[Data under study — start]

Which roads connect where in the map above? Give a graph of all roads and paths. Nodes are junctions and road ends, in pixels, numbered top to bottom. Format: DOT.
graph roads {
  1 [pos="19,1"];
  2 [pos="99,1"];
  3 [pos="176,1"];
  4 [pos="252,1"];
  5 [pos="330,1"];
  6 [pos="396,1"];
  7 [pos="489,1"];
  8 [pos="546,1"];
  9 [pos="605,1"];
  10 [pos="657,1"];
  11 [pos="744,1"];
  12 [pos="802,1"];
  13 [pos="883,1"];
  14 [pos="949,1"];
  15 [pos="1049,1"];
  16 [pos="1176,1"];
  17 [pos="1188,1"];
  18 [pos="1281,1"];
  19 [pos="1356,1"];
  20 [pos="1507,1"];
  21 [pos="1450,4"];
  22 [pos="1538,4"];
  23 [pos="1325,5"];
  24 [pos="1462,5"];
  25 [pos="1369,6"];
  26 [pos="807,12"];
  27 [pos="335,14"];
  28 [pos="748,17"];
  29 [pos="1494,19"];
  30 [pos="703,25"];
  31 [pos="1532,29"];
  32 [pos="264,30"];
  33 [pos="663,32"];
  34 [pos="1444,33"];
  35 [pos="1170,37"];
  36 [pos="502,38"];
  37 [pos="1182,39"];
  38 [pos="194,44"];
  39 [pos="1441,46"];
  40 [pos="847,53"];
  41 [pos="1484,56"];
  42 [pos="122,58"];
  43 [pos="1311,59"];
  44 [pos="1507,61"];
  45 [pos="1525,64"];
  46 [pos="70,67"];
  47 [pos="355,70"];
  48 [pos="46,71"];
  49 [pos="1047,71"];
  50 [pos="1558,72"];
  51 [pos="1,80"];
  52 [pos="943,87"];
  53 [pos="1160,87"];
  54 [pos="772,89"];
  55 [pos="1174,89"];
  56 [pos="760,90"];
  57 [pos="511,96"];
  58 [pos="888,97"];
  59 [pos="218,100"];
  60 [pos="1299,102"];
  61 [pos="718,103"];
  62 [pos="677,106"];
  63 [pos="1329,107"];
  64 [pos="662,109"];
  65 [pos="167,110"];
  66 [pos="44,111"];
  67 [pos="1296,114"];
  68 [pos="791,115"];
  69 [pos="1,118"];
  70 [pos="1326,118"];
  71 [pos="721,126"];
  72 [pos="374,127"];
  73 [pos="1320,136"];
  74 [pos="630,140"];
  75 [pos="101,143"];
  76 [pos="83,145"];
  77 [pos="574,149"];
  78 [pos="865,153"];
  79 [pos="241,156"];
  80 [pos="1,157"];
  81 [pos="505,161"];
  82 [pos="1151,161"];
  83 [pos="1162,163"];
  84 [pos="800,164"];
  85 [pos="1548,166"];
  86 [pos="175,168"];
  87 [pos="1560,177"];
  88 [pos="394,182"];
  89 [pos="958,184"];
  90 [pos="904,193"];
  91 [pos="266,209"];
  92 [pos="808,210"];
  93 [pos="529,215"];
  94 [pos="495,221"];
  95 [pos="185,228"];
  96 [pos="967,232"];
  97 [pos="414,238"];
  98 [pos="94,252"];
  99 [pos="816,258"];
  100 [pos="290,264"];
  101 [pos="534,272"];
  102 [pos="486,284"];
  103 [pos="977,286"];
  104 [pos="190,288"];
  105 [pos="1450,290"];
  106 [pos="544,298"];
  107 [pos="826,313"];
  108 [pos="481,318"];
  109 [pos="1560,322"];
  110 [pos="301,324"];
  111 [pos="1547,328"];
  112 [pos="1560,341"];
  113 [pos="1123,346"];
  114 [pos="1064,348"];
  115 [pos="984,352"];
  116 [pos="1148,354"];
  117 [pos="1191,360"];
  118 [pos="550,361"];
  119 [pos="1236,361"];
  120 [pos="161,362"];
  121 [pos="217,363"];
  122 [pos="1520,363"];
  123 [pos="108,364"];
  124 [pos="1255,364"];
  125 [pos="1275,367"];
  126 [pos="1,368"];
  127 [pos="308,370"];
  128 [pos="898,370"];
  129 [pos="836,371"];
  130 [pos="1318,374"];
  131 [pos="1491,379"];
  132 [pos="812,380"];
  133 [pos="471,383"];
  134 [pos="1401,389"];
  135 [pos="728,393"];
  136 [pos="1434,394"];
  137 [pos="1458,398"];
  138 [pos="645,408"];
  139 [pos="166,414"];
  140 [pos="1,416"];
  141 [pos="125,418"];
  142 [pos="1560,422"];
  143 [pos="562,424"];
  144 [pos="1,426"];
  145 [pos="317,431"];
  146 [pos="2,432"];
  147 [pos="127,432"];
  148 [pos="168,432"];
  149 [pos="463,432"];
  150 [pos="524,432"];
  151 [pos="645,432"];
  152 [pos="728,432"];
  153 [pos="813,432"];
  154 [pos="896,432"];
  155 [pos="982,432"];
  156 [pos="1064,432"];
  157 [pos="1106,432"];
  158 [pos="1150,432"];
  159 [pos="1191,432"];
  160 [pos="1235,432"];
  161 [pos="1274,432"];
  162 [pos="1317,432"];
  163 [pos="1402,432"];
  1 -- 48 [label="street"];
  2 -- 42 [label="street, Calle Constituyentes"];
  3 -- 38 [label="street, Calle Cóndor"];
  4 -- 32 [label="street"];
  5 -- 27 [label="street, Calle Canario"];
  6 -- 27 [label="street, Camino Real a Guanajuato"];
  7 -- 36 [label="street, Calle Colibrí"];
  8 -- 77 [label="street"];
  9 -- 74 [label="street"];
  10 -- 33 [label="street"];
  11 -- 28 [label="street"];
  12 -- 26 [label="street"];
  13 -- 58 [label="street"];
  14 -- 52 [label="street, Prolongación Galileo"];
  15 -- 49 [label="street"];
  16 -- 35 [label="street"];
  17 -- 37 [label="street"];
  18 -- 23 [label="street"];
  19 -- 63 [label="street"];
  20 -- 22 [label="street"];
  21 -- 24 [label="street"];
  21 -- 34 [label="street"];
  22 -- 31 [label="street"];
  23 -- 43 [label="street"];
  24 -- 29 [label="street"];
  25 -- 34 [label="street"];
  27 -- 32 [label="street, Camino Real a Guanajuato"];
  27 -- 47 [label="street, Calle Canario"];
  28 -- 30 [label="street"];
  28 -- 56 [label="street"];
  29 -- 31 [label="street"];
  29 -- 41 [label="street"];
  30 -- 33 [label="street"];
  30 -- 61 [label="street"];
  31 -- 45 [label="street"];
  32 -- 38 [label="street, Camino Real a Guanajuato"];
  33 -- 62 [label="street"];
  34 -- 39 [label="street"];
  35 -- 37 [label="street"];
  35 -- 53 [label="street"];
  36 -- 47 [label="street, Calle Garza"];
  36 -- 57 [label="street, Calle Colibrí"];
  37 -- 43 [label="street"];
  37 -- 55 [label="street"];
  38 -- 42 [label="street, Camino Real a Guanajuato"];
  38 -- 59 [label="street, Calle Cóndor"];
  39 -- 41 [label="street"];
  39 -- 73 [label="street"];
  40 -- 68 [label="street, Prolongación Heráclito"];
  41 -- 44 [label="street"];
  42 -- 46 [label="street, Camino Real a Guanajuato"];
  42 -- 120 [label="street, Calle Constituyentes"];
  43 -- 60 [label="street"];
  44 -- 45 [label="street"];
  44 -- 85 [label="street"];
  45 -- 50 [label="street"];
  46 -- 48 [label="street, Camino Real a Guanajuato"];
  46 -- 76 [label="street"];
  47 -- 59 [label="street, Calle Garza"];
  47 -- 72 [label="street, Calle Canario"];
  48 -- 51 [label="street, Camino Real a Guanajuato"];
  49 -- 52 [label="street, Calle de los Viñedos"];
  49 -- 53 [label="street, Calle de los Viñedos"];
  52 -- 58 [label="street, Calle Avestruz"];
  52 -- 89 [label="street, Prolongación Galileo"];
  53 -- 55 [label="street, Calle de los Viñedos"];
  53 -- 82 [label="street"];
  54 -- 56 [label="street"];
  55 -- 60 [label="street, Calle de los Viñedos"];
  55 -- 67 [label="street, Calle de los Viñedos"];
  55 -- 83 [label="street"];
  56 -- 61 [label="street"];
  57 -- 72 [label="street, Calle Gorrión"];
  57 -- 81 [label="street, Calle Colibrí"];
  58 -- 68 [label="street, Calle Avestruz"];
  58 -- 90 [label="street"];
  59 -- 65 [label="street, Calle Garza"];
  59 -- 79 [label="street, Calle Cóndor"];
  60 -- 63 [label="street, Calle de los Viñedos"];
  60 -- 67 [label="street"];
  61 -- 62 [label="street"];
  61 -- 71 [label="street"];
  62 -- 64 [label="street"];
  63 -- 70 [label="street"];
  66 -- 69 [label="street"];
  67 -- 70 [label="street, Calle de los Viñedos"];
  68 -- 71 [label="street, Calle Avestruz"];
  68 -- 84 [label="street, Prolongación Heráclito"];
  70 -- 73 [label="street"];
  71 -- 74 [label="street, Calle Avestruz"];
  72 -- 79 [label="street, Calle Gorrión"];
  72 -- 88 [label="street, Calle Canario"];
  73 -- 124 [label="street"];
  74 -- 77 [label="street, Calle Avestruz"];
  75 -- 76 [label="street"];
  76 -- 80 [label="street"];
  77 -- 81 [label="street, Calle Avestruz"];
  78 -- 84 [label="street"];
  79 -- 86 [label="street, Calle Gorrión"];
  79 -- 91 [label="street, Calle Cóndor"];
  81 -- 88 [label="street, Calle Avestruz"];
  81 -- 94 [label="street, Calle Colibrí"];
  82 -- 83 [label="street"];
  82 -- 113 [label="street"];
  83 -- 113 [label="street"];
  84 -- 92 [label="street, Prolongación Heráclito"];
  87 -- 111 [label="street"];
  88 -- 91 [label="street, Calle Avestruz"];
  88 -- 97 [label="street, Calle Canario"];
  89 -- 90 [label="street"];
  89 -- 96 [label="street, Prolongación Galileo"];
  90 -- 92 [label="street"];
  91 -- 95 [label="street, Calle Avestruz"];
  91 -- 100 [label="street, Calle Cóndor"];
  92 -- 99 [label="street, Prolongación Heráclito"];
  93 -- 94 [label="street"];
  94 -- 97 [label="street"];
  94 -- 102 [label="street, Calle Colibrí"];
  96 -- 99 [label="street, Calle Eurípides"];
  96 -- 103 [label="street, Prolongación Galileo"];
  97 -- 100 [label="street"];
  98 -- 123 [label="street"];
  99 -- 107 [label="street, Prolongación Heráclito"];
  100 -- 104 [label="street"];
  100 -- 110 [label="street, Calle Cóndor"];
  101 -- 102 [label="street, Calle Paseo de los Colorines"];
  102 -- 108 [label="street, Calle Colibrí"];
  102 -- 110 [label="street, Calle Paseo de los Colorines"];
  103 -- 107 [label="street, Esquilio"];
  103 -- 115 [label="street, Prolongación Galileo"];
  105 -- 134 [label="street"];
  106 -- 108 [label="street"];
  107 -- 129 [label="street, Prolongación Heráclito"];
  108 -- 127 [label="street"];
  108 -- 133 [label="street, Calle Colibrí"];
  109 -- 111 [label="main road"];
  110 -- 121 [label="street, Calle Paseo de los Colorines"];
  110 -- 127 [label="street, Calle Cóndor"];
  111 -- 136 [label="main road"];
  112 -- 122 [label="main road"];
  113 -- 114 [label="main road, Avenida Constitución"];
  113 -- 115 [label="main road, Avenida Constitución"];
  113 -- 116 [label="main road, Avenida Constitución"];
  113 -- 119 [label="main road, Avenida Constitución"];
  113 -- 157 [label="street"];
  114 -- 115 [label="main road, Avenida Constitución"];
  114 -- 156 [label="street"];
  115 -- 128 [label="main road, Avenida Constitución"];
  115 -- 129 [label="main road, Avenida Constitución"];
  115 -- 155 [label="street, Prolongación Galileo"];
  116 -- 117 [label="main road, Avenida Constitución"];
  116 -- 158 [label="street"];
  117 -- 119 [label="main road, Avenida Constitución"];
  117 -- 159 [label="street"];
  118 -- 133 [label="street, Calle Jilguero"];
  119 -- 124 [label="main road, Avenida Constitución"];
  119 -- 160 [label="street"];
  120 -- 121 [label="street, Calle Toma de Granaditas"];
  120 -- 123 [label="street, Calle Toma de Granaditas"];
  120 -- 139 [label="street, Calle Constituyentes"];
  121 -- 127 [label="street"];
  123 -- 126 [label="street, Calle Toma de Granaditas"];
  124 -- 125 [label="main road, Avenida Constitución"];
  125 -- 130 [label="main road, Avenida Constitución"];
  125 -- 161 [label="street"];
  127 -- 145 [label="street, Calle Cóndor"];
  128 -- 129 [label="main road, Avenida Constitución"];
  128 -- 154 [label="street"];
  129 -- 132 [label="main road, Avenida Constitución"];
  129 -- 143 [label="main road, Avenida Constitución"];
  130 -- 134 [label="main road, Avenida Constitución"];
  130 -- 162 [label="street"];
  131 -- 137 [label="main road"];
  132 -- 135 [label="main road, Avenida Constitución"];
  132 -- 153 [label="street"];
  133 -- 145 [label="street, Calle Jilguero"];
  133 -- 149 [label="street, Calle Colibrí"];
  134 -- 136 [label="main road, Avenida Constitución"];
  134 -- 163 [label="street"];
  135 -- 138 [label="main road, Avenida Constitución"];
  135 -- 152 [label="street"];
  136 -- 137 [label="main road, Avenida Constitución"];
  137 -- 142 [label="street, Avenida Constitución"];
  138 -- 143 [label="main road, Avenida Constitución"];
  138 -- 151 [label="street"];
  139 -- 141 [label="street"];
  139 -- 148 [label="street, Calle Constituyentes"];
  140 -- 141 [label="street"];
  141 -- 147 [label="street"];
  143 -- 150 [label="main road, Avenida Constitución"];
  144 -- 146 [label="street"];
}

[Data under study — finish]

-- Task to complete --
Search the records above for "Prolongación". Copy each line where it is found.

-- Answer space --
  14 -- 52 [label="street, Prolongación Galileo"];
  40 -- 68 [label="street, Prolongación Heráclito"];
  52 -- 89 [label="street, Prolongación Galileo"];
  68 -- 84 [label="street, Prolongación Heráclito"];
  84 -- 92 [label="street, Prolongación Heráclito"];
  89 -- 96 [label="street, Prolongación Galileo"];
  92 -- 99 [label="street, Prolongación Heráclito"];
  96 -- 103 [label="street, Prolongación Galileo"];
  99 -- 107 [label="street, Prolongación Heráclito"];
  103 -- 115 [label="street, Prolongación Galileo"];
  107 -- 129 [label="street, Prolongación Heráclito"];
  115 -- 155 [label="street, Prolongación Galileo"];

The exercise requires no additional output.